The Gargoyle is the carved stone monster of medieval European architecture and legend: a grotesque, often demonic or beast-like figure set high upon the cathedrals and churches, serving both as a waterspout to throw rainwater clear of the walls and as a guardian to ward off evil spirits — and, in legend, a creature (often a dragon) tamed by a saint and turned to stone. It is the stone guardian, the grotesque of the cathedral.
The Waterspout and the Grotesque
The Gargoyle (from the French gargouille, “throat,” related to “gargle,” for the water gurgling through it) is, strictly, a carved spout that projects from the roof or parapet of a building to carry rainwater clear of the walls, so that the runoff does not erode the masonry — and in medieval architecture these spouts were carved into fantastic and grotesque shapes: monstrous faces, demons, dragons, beasts, hybrid creatures, and chimeras, through whose open mouths the water poured. (The non-waterspout carvings — the purely decorative grotesques — are properly called “grotesques” or “chimeras,” but all are popularly called gargoyles.) They cluster, weird and wonderful and terrifying, upon the great Gothic cathedrals of Europe, above all Notre-Dame de Paris.
The Guardian Against Evil
Beyond their practical function, the gargoyles were widely understood to serve a protective and symbolic purpose. Set high on the house of God, these monstrous figures were held to ward off and frighten away evil spirits and demons — guardians scaring off greater horrors, fighting monstrousness with monstrousness — and to remind the faithful below of the terrors of sin, of Hell, and of the chaos held at bay by the Church. They are the watchful, grotesque guardians of the sacred buildings, frozen in stone at their posts.

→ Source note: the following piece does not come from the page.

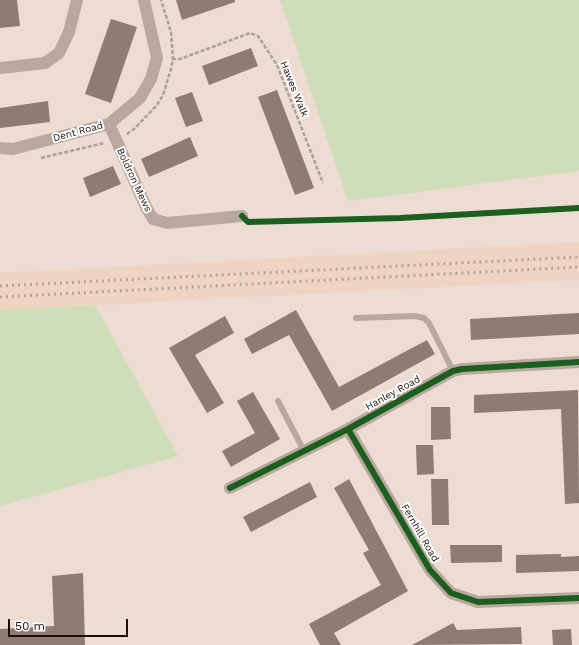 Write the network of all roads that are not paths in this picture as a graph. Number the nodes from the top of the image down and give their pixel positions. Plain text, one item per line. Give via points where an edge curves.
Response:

The Legend of La Gargouille
The most famous gargoyle-legend is that of La Gargouille of Rouen: a fearsome dragon (or serpent) with a long neck, leathery wings, and a fiery, water-spewing throat that ravaged the countryside around Rouen, devouring people and flooding the land, until in the 7th century Saint Romanus (Romain) subdued it — making the sign of the cross to tame it, then leading it back to the city to be burned. But its head and neck would not burn (hardened by its own fiery breath), and so they were mounted upon the new church as a waterspout — the first gargoyle — to warn off evil and commemorate the saint’s victory. This tale (echoed in many local legends) gave the gargoyles their dragon-form and their lore as monsters tamed and turned to stone. In modern fantasy, gargoyles have become living stone-creatures that wake at night. In the Gargoyle, medieval Europe gave form to the stone guardian — the grotesque carved monster of the cathedral that spouts the rainwater and wards off evil, the dragon tamed by the saint and frozen upon the holy walls, the watchful grotesque of the Gothic world.